7話





 黒葉の部屋は寝室の隣りの空き部屋を使用することにした。

 マンションは自体は小さかったが、一人辺りが広く、特に葵音が住んでいる部屋は1番大きかった。


 空き部屋には本当に何もなかったが、今は黒葉用の布団と買ってきた物や彼女の大きな鞄が置いてある。
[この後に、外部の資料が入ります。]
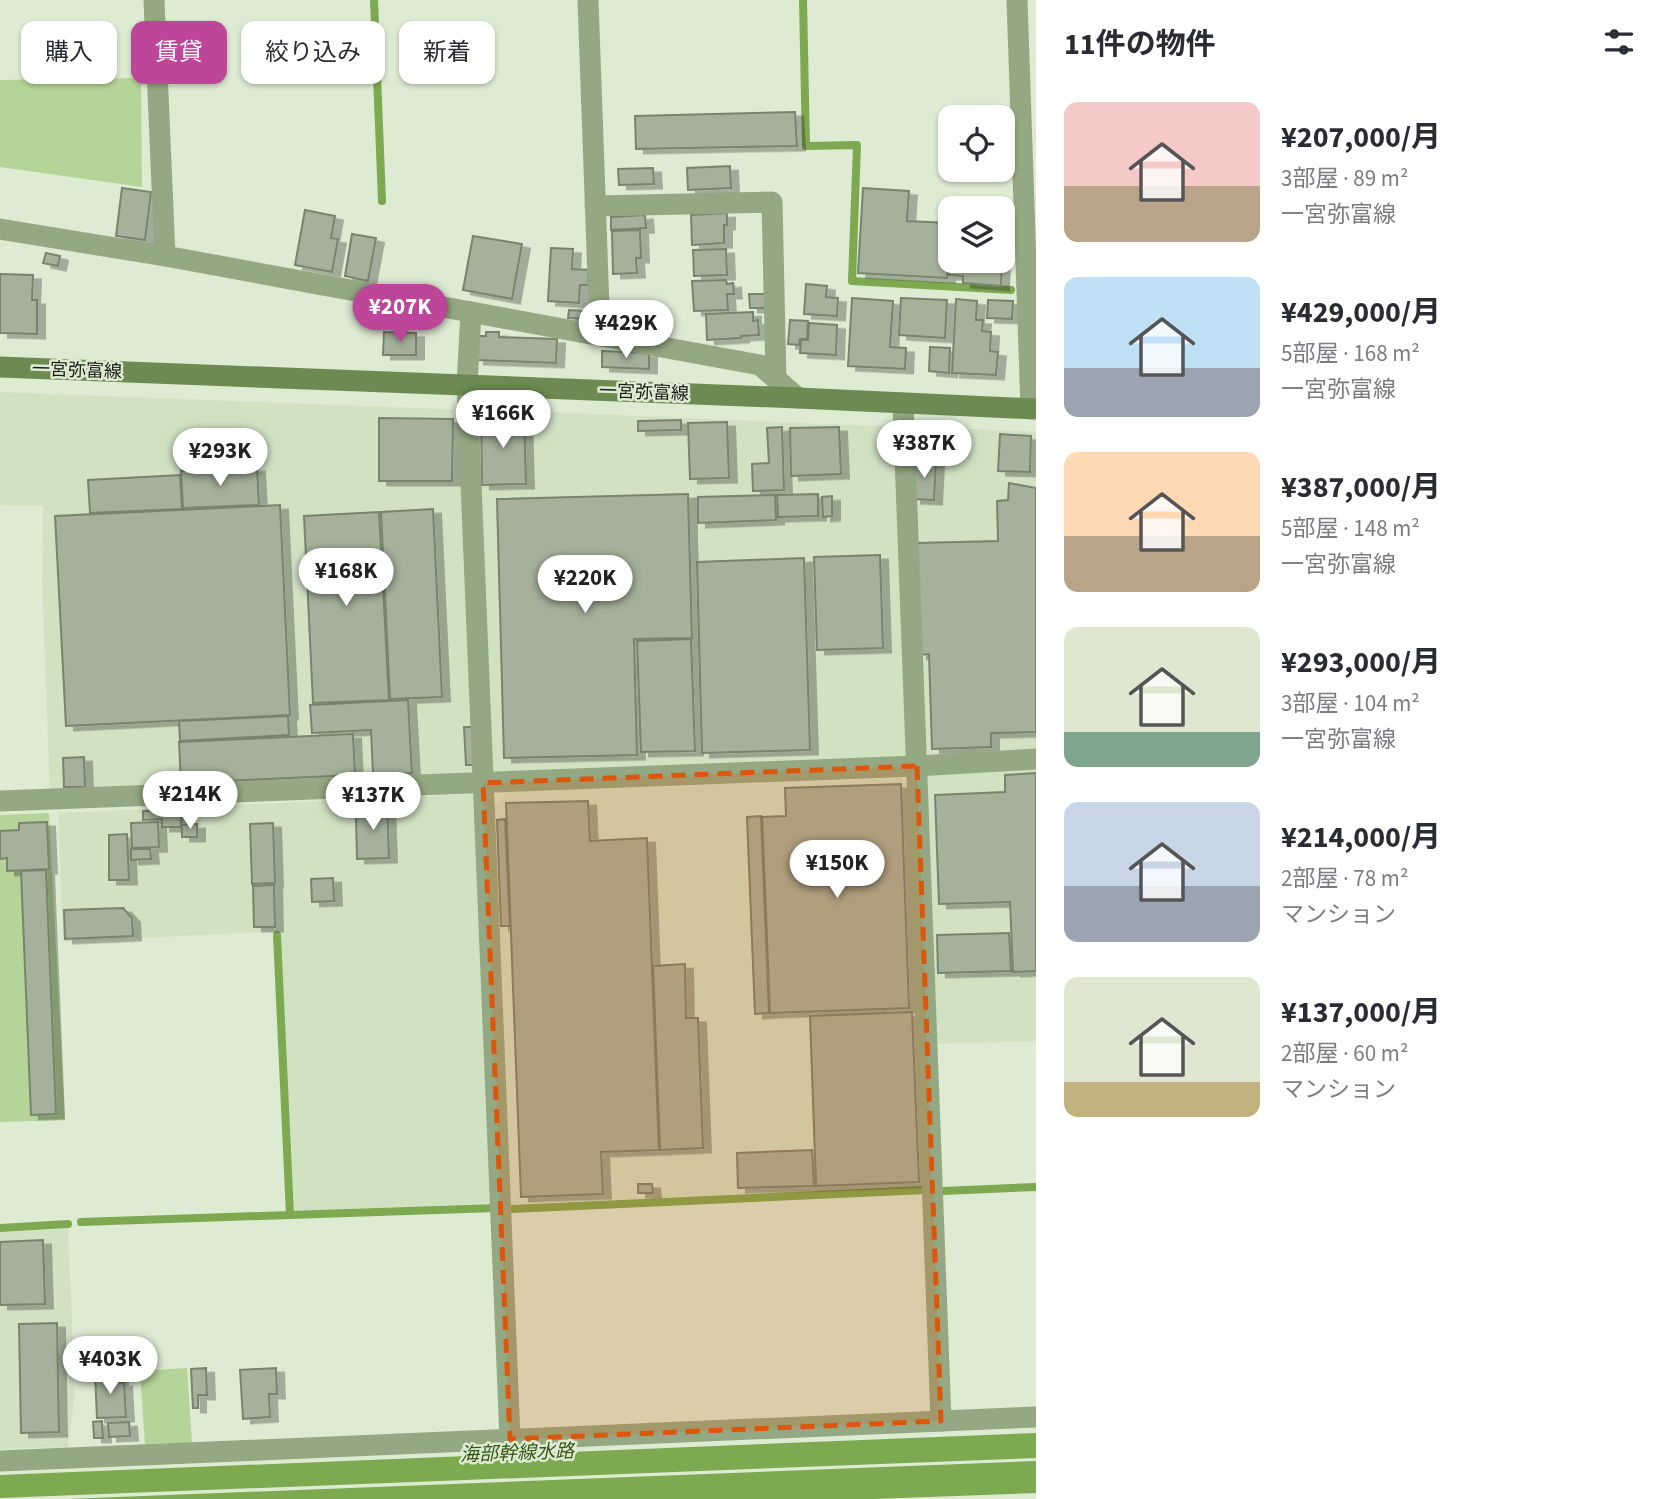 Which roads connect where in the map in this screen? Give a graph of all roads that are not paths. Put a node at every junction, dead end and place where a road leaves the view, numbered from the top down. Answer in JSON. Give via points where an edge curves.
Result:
{"nodes":[{"id":1,"x":154,"y":0,"type":"edge"},
{"id":2,"x":588,"y":0,"type":"edge"},
{"id":3,"x":1017,"y":0,"type":"edge"},
{"id":4,"x":595,"y":206,"type":"junction"},
{"id":5,"x":0,"y":229,"type":"edge"},
{"id":6,"x":165,"y":256,"type":"junction"},
{"id":7,"x":471,"y":312,"type":"junction"},
{"id":8,"x":600,"y":335,"type":"junction"},
{"id":9,"x":0,"y":368,"type":"edge"},
{"id":10,"x":776,"y":379,"type":"junction"},
{"id":11,"x":467,"y":385,"type":"junction"},
{"id":12,"x":798,"y":398,"type":"junction"},
{"id":13,"x":903,"y":403,"type":"junction"},
{"id":14,"x":1034,"y":409,"type":"edge"},
{"id":15,"x":1036,"y":759,"type":"edge"},
{"id":16,"x":917,"y":766,"type":"junction"},
{"id":17,"x":483,"y":783,"type":"junction"},
{"id":18,"x":0,"y":801,"type":"edge"},
{"id":19,"x":1036,"y":1417,"type":"edge"},
{"id":20,"x":941,"y":1421,"type":"junction"},
{"id":21,"x":510,"y":1439,"type":"junction"},
{"id":22,"x":0,"y":1461,"type":"edge"}],
"edges":[{"from":1,"to":6,"type":"street"},
{"from":2,"to":4,"type":"street"},
{"from":3,"to":14,"type":"street"},
{"from":4,"to":8,"type":"street"},
{"from":4,"to":10,"type":"street","via":[[772,202]]},
{"from":5,"to":6,"type":"street"},
{"from":6,"to":7,"type":"street"},
{"from":7,"to":8,"type":"street"},
{"from":7,"to":11,"type":"street"},
{"from":8,"to":10,"type":"street","via":[[760,365]]},
{"from":9,"to":11,"type":"main road","name":"一宮弥富線"},
{"from":10,"to":12,"type":"street"},
{"from":11,"to":12,"type":"main road","name":"一宮弥富線"},
{"from":11,"to":17,"type":"street"},
{"from":12,"to":13,"type":"main road","name":"一宮弥富線"},
{"from":13,"to":14,"type":"main road","name":"一宮弥富線"},
{"from":13,"to":16,"type":"street"},
{"from":15,"to":16,"type":"street"},
{"from":16,"to":17,"type":"street"},
{"from":16,"to":20,"type":"street"},
{"from":17,"to":18,"type":"street"},
{"from":17,"to":21,"type":"street"},
{"from":19,"to":20,"type":"street"},
{"from":20,"to":21,"type":"street"},
{"from":21,"to":22,"type":"street"}]}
 「クーラーもあるし、窓も大きいから普通に使えると思う。ただ、鍵がないのがな……。」
 「いえ!私は大丈夫です。普通のおうちに鍵なんてないですよ。」
 「プライベートは守るよ。」


 そんな会話をしながら、空き部屋の掃除をした。汚れているところはほとんどなかったが、他には何が必要か、洋服はあるのかなど話しているうちに、あっという間に夜も深いになってしまった。
 黒葉を先に寝るように言い、葵音は作業場に籠った。


 今日の仕事分は終わっている。
 けれど、明日の準備などは終わっていないし、作業場の掃除もまだだった。


 「明日は、打ち合わせが1つと、ネックレスを完成させないとな。デザインと進めておきたいし……明日は忙しいな。」
 

 葵音は仕事のスイッチを入れ始めると、一気に覚醒してしまった。まだ眠くもなかった。
 結局明け方近くに寝室に戻ることになってしまった。

 
 「黒葉の朝食はまたお預けかな。」
 

 そんな事を思いながら、寝室のドアを開ける。
 すると、ベットの上に誰かが寝ている。
 この家には、葵音の他にもう1人しかいない。
 そこにいたのは、黒葉だった。